Mockingbird cancellation timeline
By ANTHONY CHASE
By now most people know that the Kavinoky Theatre production of the 1991 Christopher Sergel adaptation of Harper Lee's novel, To Kill a Mockingbird, has been cancelled. Some have wondered how the theater could have been so naive as to think they could do the show at the same time that a major Broadway production was happening. Typically, when a first class production of a play is mounted for Broadway, rights are frozen.
Some explanation might be helpful.
The Kavinoky Theatre was in no way naive. They contracted for rights to the Sergel adaptation with Dramatic Publishing in December 2017. Dramatic Publishing, also known as DPC, has been a major publisher of plays since 1885. Playwright, Sergel (1918-1993), was, in fact, President of the firm from 1970 until the year of his death.
Early in 2018, when the theater first heard that a Broadway production of To Kill a Mockingbird was planned, they immediately contacted DPC to request clarification. "Do we need to be worried about this?" asked executive producer / artistic director Loraine O'Donnell. She was assured that their contract was good, and that production was entirely authorized.
This seemed reasonable. The Broadway production is an entirely different adaptation from the Sergel Version, for which permission was reportedly first obtained from the Harper Lee estate in 1969. The new Broadway play was written by Aaron Sorkin (A Few Good Men, The Farnsworth Invention), and is being produced by Scott Rudin's Rudinplay productions.

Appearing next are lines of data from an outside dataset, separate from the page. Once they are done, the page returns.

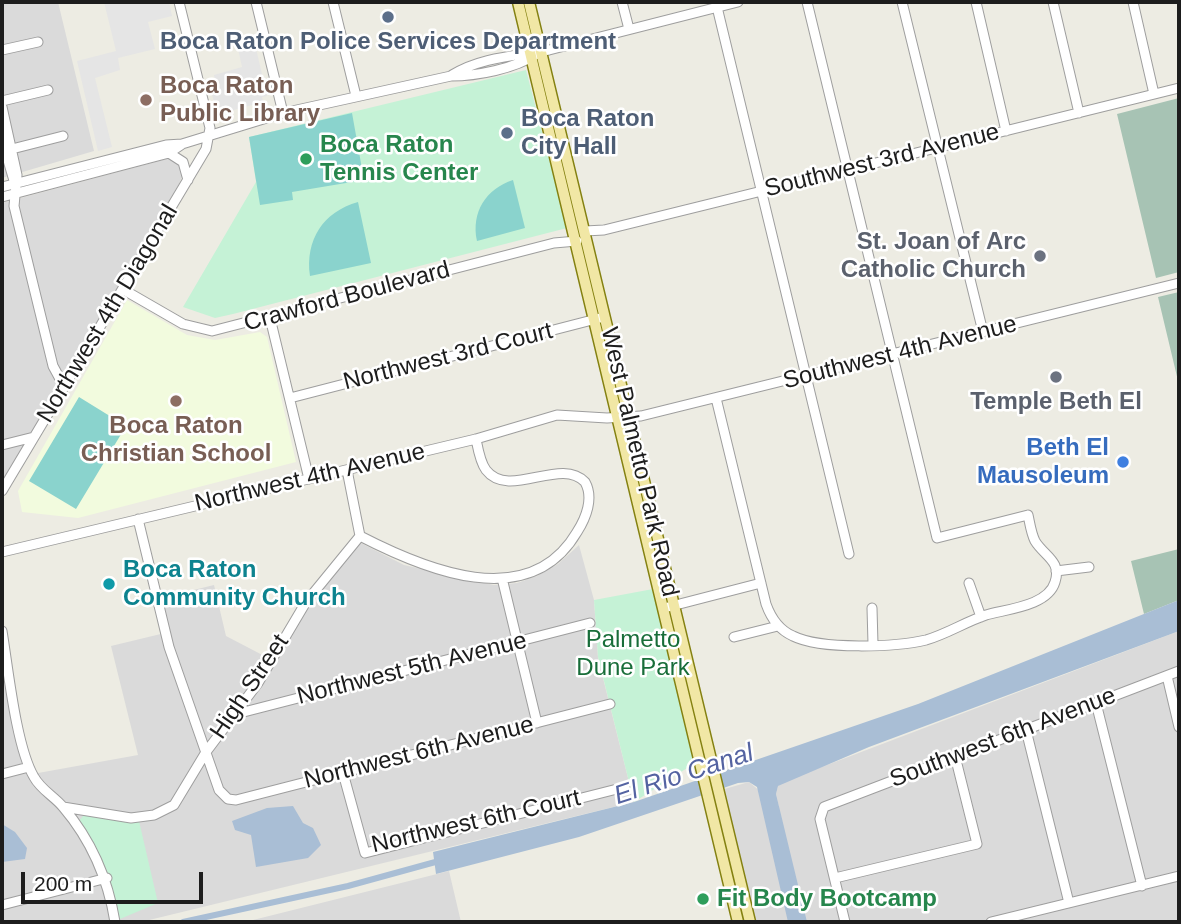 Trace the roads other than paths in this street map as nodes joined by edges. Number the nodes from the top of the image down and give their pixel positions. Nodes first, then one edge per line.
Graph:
1 (179, 2) edge
2 (256, 2) edge
3 (333, 2) edge
4 (518, 2) edge
5 (529, 2) edge
6 (622, 2) edge
7 (738, 2) edge
8 (807, 2) edge
9 (902, 2) edge
10 (975, 2) edge
11 (1053, 2) edge
12 (1133, 2) edge
13 (717, 7) junction
14 (629, 29) junction
15 (38, 41) dead end
16 (2, 50) edge
17 (535, 53) junction
18 (1179, 88) edge
19 (48, 90) dead end
20 (1154, 94) junction
21 (356, 96) junction
22 (2, 102) edge
23 (2, 107) edge
24 (283, 113) junction
25 (1079, 113) junction
26 (4, 126) edge
27 (1006, 131) junction
28 (210, 135) junction
29 (63, 136) dead end
30 (2, 140) edge
31 (182, 144) junction
32 (938, 148) junction
33 (8, 150) junction
34 (169, 153) junction
35 (848, 170) junction
36 (188, 180) junction
37 (15, 184) junction
38 (2, 187) edge
39 (763, 191) junction
40 (14, 194) junction
41 (2, 197) edge
42 (570, 216) junction
43 (585, 230) junction
44 (577, 242) junction
45 (592, 261) junction
46 (1179, 283) edge
47 (124, 290) junction
48 (270, 317) junction
49 (601, 317) junction
50 (983, 332) junction
51 (893, 354) junction
52 (807, 376) junction
53 (67, 382) junction
54 (289, 398) junction
55 (716, 398) junction
56 (625, 417) junction
57 (34, 437) junction
58 (476, 439) junction
59 (2, 445) edge
60 (346, 470) junction
61 (309, 479) junction
62 (2, 491) edge
63 (138, 519) junction
64 (360, 536) junction
65 (2, 552) edge
66 (849, 554) dead end
67 (1089, 567) dead end
68 (1056, 571) junction
69 (502, 578) junction
70 (761, 583) junction
71 (969, 583) dead end
72 (667, 607) junction
73 (872, 608) dead end
74 (981, 617) junction
75 (590, 623) dead end
76 (778, 626) junction
77 (2, 631) edge
78 (734, 637) dead end
79 (517, 642) junction
80 (873, 644) junction
81 (1179, 671) edge
82 (1167, 676) junction
83 (7, 694) edge
84 (1096, 703) junction
85 (610, 704) dead end
86 (235, 715) junction
87 (537, 723) junction
88 (1179, 727) edge
89 (1026, 730) junction
90 (206, 752) junction
91 (955, 756) junction
92 (29, 767) junction
93 (343, 773) junction
94 (2, 774) edge
95 (625, 787) dead end
96 (63, 807) junction
97 (717, 811) junction
98 (727, 876) junction
99 (1179, 876) edge
100 (107, 878) junction
101 (835, 878) junction
102 (1142, 886) junction
103 (1069, 903) junction
104 (2, 905) edge
105 (748, 917) edge
106 (115, 919) edge
107 (738, 922) edge
108 (845, 922) edge
109 (991, 922) edge

1 - 28 street
2 - 24 street
3 - 21 street
4 - 17 main road, West Palmetto Park Road
5 - 17 main road, West Palmetto Park Road
6 - 14 street
7 - 13 street
8 - 35 street
9 - 32 street
10 - 27 street
11 - 25 street
12 - 20 street
13 - 14 street
13 - 39 street
14 - 17 street
15 - 16 street
17 - 21 street
17 - 42 main road, West Palmetto Park Road
17 - 43 main road, West Palmetto Park Road
18 - 20 street, Southwest 3rd Avenue
19 - 22 street
20 - 25 street, Southwest 3rd Avenue
21 - 24 street
23 - 26 street
24 - 28 street
25 - 27 street, Southwest 3rd Avenue
26 - 33 street
27 - 32 street, Southwest 3rd Avenue
28 - 31 street
28 - 36 street, Northwest 4th Diagonal
29 - 33 street
30 - 33 street
31 - 34 street
31 - 37 street
32 - 35 street, Southwest 3rd Avenue
32 - 50 street
33 - 37 street
34 - 36 street
34 - 40 street
35 - 39 street, Southwest 3rd Avenue
35 - 51 street
36 - 47 street, Northwest 4th Diagonal
37 - 38 street
37 - 40 street
39 - 43 street, Southwest 3rd Avenue
39 - 52 street
40 - 41 street
40 - 53 street
42 - 43 main road
42 - 44 main road, West Palmetto Park Road
43 - 45 main road, West Palmetto Park Road
44 - 45 main road
44 - 48 street, Crawford Boulevard
44 - 49 main road, West Palmetto Park Road
45 - 49 main road, West Palmetto Park Road
46 - 50 street, Southwest 4th Avenue
47 - 48 street, Crawford Boulevard
47 - 53 street, Northwest 4th Diagonal
48 - 54 street
49 - 54 street, Northwest 3rd Court
49 - 56 main road, West Palmetto Park Road
50 - 51 street, Southwest 4th Avenue
51 - 52 street, Southwest 4th Avenue
51 - 68 street
52 - 55 street, Southwest 4th Avenue
52 - 66 street
53 - 57 street, Northwest 4th Diagonal
54 - 61 street
55 - 56 street, Southwest 4th Avenue
55 - 70 street
56 - 58 street, Northwest 4th Avenue
56 - 72 main road, West Palmetto Park Road
57 - 59 street
57 - 62 street, Northwest 4th Diagonal
58 - 60 street, Northwest 4th Avenue
58 - 69 street
60 - 61 street, Northwest 4th Avenue
60 - 64 street
61 - 63 street, Northwest 4th Avenue
63 - 65 street, Northwest 4th Avenue
63 - 90 street
64 - 69 street
64 - 86 street, High Street
67 - 68 street
68 - 74 street
69 - 79 street
70 - 72 street
70 - 76 street
71 - 74 street
72 - 97 main road, West Palmetto Park Road
73 - 80 street
74 - 80 street
75 - 79 street, Northwest 5th Avenue
76 - 78 street
76 - 80 street
77 - 83 street
79 - 86 street, Northwest 5th Avenue
79 - 87 street
81 - 82 street, Southwest 6th Avenue
82 - 84 street, Southwest 6th Avenue
82 - 88 street
83 - 92 street
84 - 89 street, Southwest 6th Avenue
84 - 102 street
85 - 87 street, Northwest 6th Avenue
86 - 90 street, High Street
87 - 93 street, Northwest 6th Avenue
89 - 91 street, Southwest 6th Avenue
89 - 103 street
90 - 93 street, Northwest 6th Avenue
90 - 96 street, High Street
91 - 101 street, Southwest 6th Avenue
91 - 101 street
92 - 94 street
92 - 96 street
93 - 95 street, Northwest 6th Court
96 - 100 street
97 - 98 main road, West Palmetto Park Road
97 - 105 main road, West Palmetto Park Road
98 - 105 main road
98 - 107 main road, West Palmetto Park Road
99 - 102 street
100 - 104 street
100 - 106 street
101 - 108 street
102 - 103 street
103 - 109 street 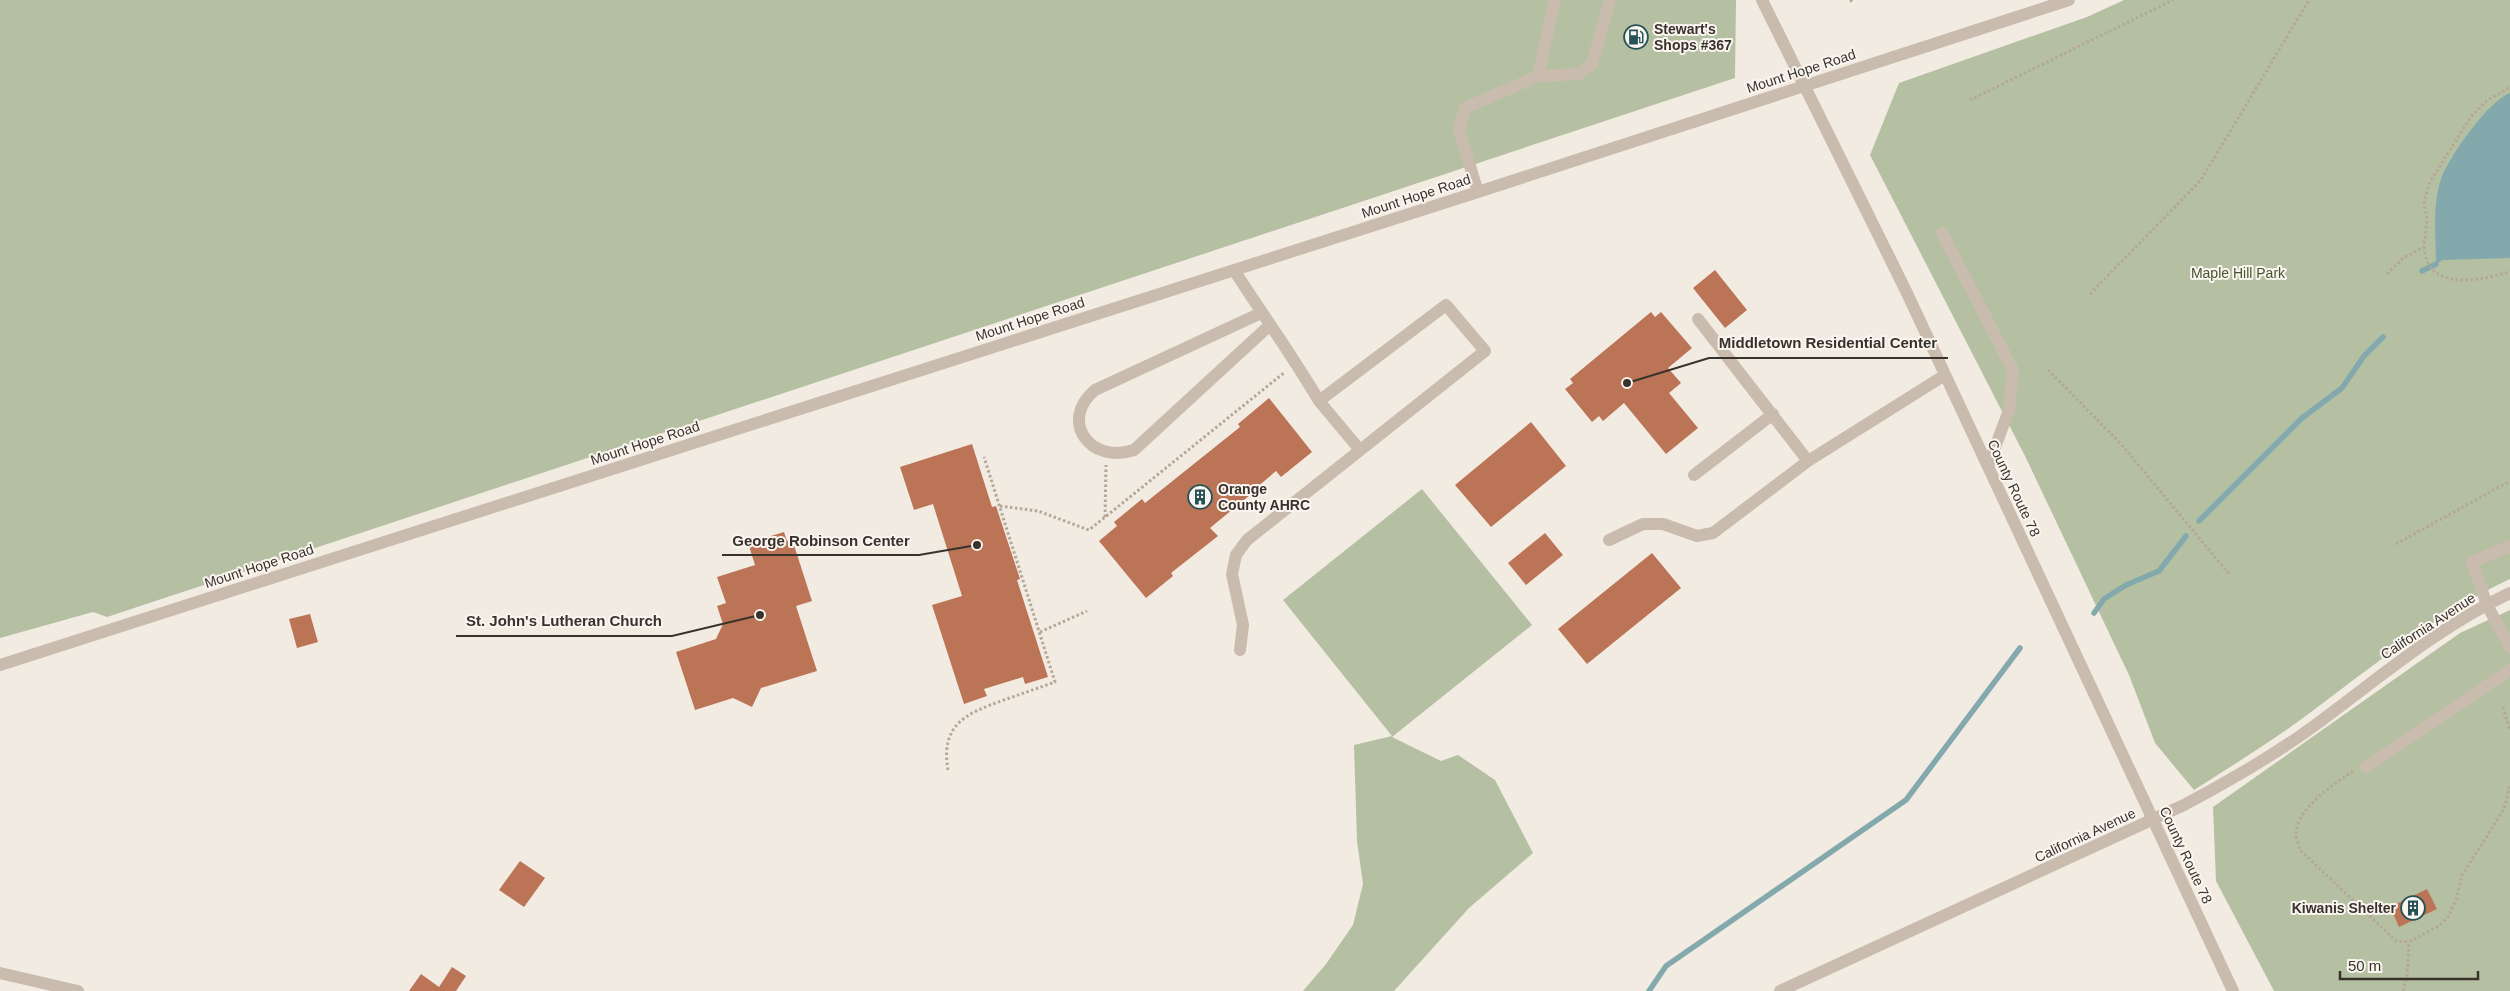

All seemed well. The Kavinoky began production and the show went into rehearsal for a scheduled March 8, 2019 opening.
Then, in recent days, what seemed like a steady arrangement, began to come unraveled. The theater was contacted by a journalist from Salt Lake City, Utah, saying that a production in that city had been cancelled after representatives of the Broadway production asserted their exclusive rights to the title. At this point, the Kavinoky was perplexed; they had heard nothing.
The other shoe was about to drop. theater finally did hear from legal representatives for the Broadway producer, ordering them to stop production or risk being in willful violation of copyright -- a potentially costly proposition. The estate of the late Harper Lee, author of the novel, contacted the Kavinoky, expressing regret, but siding with the Broadway producer. The Kavinoky contacted DPC and was assured that their contract was valid, and they were good to go.
Meanwhile, along the way, they also learned that a Mockingbird tour of the UK and Ireland had been closed down by order of representatives of the Broadway producer.
Caught in the tangle of a legal web over rights involving DPC, Rudinplay, and the Harper Lee estate, the Kavinoky realized that they were in a precarious situation, neither of their creation, nor within their control. They determined that they had no choice but to cancel, and to wait and see how the legalities sorted out.
Today, the theater sent a letter to its subscribers. The text is reprinted below:
February 25, 2019
Dear Kavinoky Theatre Patrons,
It is with deep regret that I inform you that The Kavinoky Theatre is canceling the upcoming production of To Kill a Mockingbird, which was scheduled for March 8-31.
Rudinplay, producers of the new Broadway adaptation of the play, contacted The Kavinoky, advising that the theatre did not have the rights to stage the production of Harper Lee’s novel. Two years ago, the Kavinoky signed a contract with Dramatic Publishing (which Harper Lee’s estate gave the rights to in 1969), but Rudinplay claims Dramatic Publishing does not have the right at this time to give permission to regional theaters to stage the older version of the play.
When we learned of the Broadway production in early 2018, we contacted our royalty company and were cleared to proceed. We were informed at that time that we had the rights and were one of the last companies to be able to stage this adaptation.
Since we were contacted by Rudinplay just two weeks before we were scheduled to open, we did not have time to litigate this legal dispute between publishing companies. Instead, we chose to move forward with a new show.
In place of To Kill a Mockingbird, The Kavinoky will present 1984, (March 15 through April 7 – please note the date change), a play about what happens in the ensuing years following the end of George Orwell’s novel. To Kill a Mockingbird tickets will be honored for 1984. However, if you wish to receive a refund, please contact the box office and we will accommodate your request.
We apologize to each of you for this late cancellation, but as the largest producing house in Buffalo, the show must go on. Our entire company will be ready, and we are looking forward to staging 1984.